13th lesson: Spark Streaming Source interpretation of driver fault-tolerant security

Source: Internet
Author: User

The objectives of this blog post are as follows:
1. Receiverblocktracker Fault-tolerant security
2. Dstream and Jobgenerator fault-tolerant security

The article is organized in the following ways:
considering driver fault-tolerant security, what do we have to think about?
Detailed analysis of Receiverblocktracker,dstream and Jobgenerator fault-tolerant security

One: Fault-tolerant security
1. Receivedblocktracker is responsible for managing the metadata of the spark streaming run program. Data plane
2. Dstream and Jobgenerator are the core level of job scheduling, that is, the specific scheduling to what extent, from the operational considerations.

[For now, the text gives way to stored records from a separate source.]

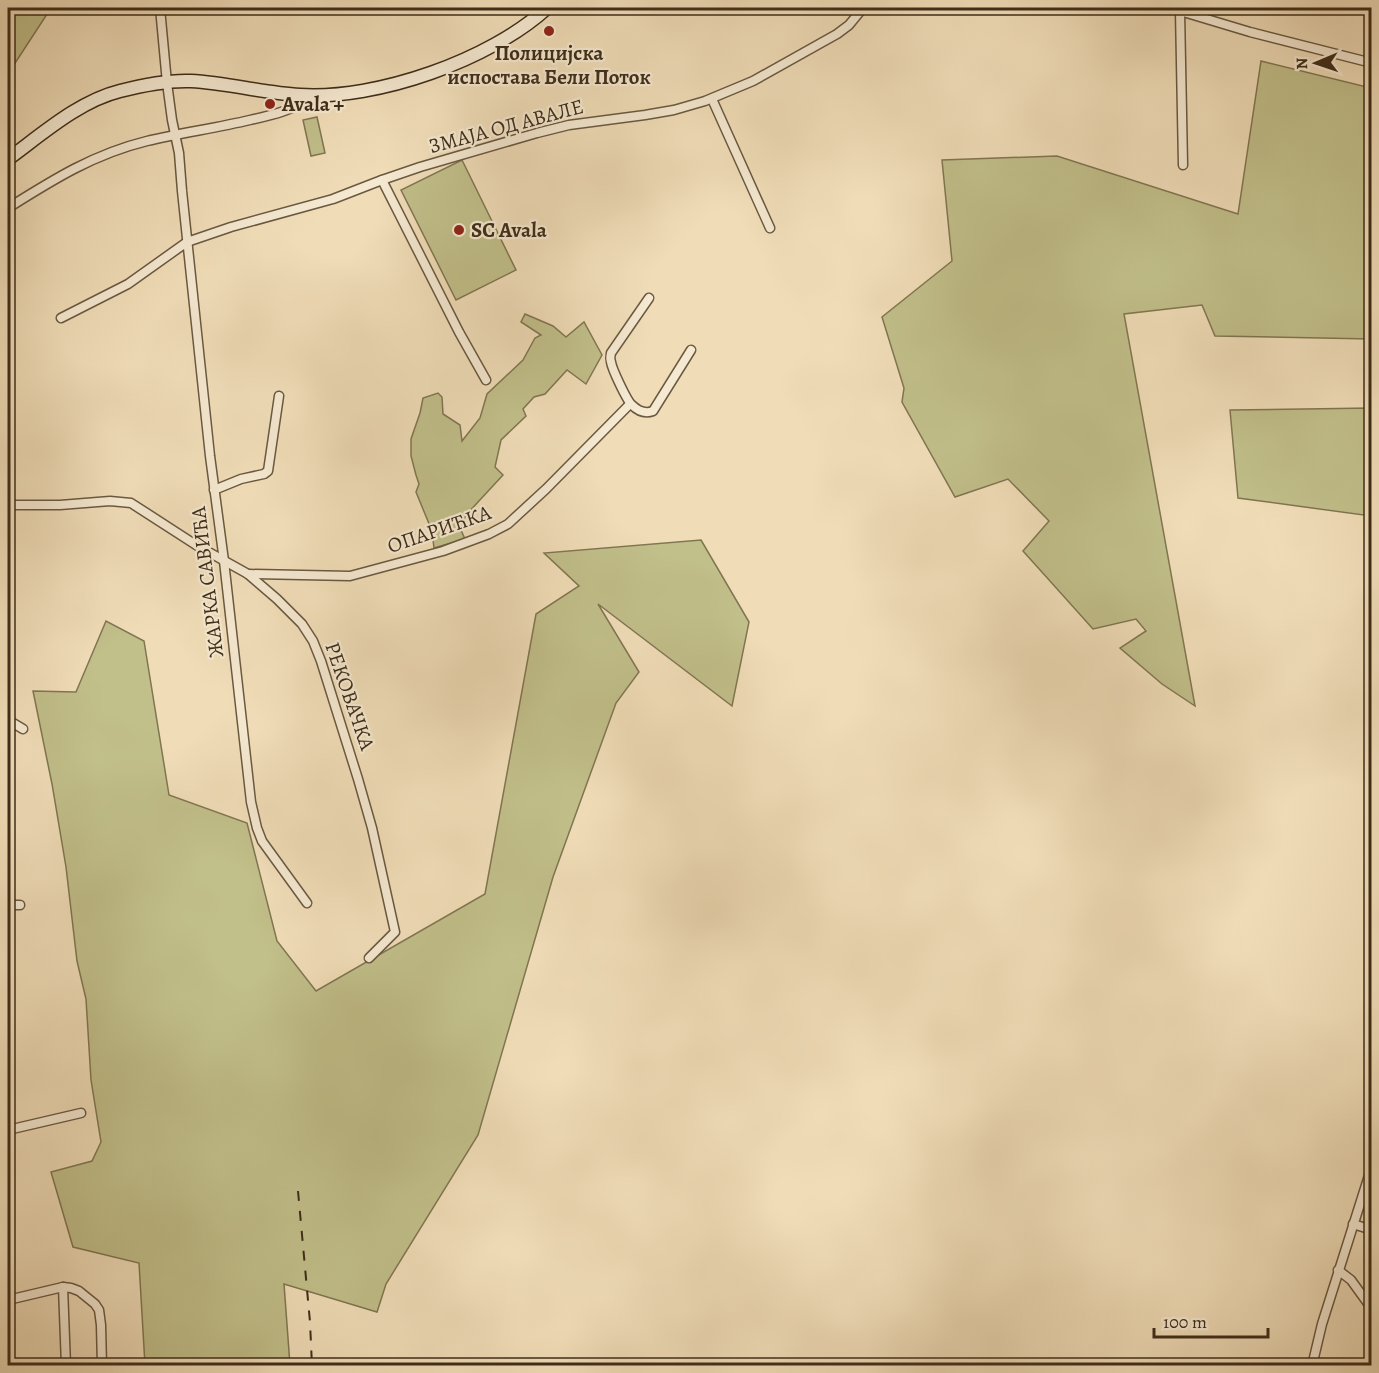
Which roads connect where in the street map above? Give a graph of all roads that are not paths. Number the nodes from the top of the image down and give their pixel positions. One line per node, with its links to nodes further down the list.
1 (160, 8): 7 (street, ЖАРКА САВИЋА)
2 (862, 8): 9 (street, ЗМАЈА ОД АВАЛЕ)
3 (1170, 8): 5 (street)
4 (541, 10): 8 (main road)
5 (1180, 11): 6 (street); 12 (street)
6 (1371, 63)
7 (167, 83): 8 (main road); 10 (street, ЖАРКА САВИЋА); 11 (main road)
8 (313, 96): 10 (street)
9 (712, 99): 13 (street, ЗМАЈА ОД АВАЛЕ); 15 (street)
10 (175, 135): 14 (street); 16 (street, ЖАРКА САВИЋА)
11 (8, 159)
12 (1183, 165)
13 (382, 180): 16 (street, ЗМАЈА ОД АВАЛЕ); 20 (street)
14 (8, 208)
15 (770, 228)
16 (187, 242): 18 (street, ЗМАЈА ОД АВАЛЕ); 23 (street, ЖАРКА САВИЋА)
17 (649, 298): 22 (street)
18 (61, 318)
19 (691, 350): 22 (street)
20 (486, 380)
21 (279, 396): 23 (street)
22 (630, 404): 26 (street, ОПАРИЋКА)
23 (214, 490): 25 (street, ЖАРКА САВИЋА)
24 (8, 505): 25 (street, РЕКОВАЧКА)
25 (224, 561): 26 (street, РЕКОВАЧКА); 29 (street, ЖАРКА САВИЋА)
26 (248, 574): 32 (street, РЕКОВАЧКА)
27 (8, 720): 28 (street)
28 (23, 729)
29 (307, 903)
30 (8, 905): 31 (street)
31 (20, 905)
32 (369, 958)
33 (81, 1113): 34 (street)
34 (8, 1130)
35 (1371, 1166): 36 (street)
36 (1353, 1224): 37 (street); 38 (street)
37 (1371, 1230)
38 (1338, 1270): 41 (street); 44 (street)
39 (63, 1287): 40 (street); 42 (street); 43 (street)
40 (8, 1300)
41 (1371, 1309)
42 (66, 1365)
43 (102, 1365)
44 (1312, 1365)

Dstream is a logical plane.
3. Job survival level, jobgenerator is the job scheduling level, the specific scheduling to what extent. From the point of view of the run.
talk about driver fault tolerance you have to consider the driver that need to maintain state of the run.
1. Receivedblocktracker tracks the data and therefore requires fault tolerance. Fault tolerance through the Wal method.
2. Dstreamgraph expresses the dependency, and when the state is restored it is necessary to calculate the logical level of dependency based on the Dstream recovery. Fault tolerance through checkpoint mode.
3. Jobgenerator surface How do you create job processes based on data in Receiverblocktracker, as well as the dependency relationships that Dstream make up? How far do you spend that data?

summarized as follows:

receivedblocktracker:
1. Receivedblocktracker manages all data during the spark streaming run. and assign the data to the required batches, all the actions will be written to the log by the Wal, driver failure, you can restore tracker state according to history, when the Receivedblocktracker created, Use checkpoint to save the history directory.

/** * This class manages the execution Of the receivers of Receiverinputdstreams. Instance of * This class must is created after all input streams having been added and Streamingcontext.start () * has been C Alled because it needs the final set of input streams at the time of instantiation. * *  @param  Skipreceiverlaunch do not launch the receiver. This was useful for testing. */ private  [Streaming] class  receivertracker   (Ssc:streamingcontext, Skipreceiverlaunch:boolean = False)  extends  logging  {

below is the beginning of what to do after receiving data from receiver.
2. Receiverblocktracker.addblock source code is as follows:
Receiver receives data, the meta-data information to report, and then through the Receiversupervisorimpl to report the data, directly through the Wal-fault tolerance.
When receiver's manager, Receiversupervisorimpl the meta-data information to driver, is processing is to give receiverblocktracker. Receiverblocktracker writes the data into the Wal file before it is written into memory and is used by the scheduler of the current spark streaming program, which is jobgenerator. Jobgenerator cannot use Wal directly. Wal's data on disk, here Jobgenerator uses the in-memory cached data structure

/** ADD received block. This event would get written to the write ahead log (if enabled). */defAddblock (receivedblockinfo:receivedblockinfo): Boolean = {Try{//WriteToLog    ValWriteresult = WriteToLog (blockadditionevent (Receivedblockinfo))if(Writeresult) {synchronized {//data reporting only when it is successfully written into Wal will the Receivedblockinfo metadata information be put into the queueGetreceivedblockqueue (receivedblockinfo.streamid) + = Receivedblockinfo} logdebug (s"Stream ${receivedblockinfo.streamid} received"+ S"Block ${receivedblockinfo.blockstoreresult.blockid}")    }Else{Logdebug (s"Failed to acknowledge stream ${receivedblockinfo.streamid} receiving"+ S"Block ${receivedblockinfo.blockstoreresult.blockid} in the Write Ahead Log.")} Writeresult}Catch{ CaseNonfatal (E) = LogError (s"Error adding block $receivedBlockInfo"Efalse}}

At this point the data structure is the streamidtounallocatedblockqueues,driver end of the received information stored in the streamidtounallocatedblockqueues.

privatevalnewmutable.HashMap[Int, ReceivedBlockQueue]
3.  

What the hell is batchtime?
Batchtime is the time after the last job has allocated data to begin receiving data again.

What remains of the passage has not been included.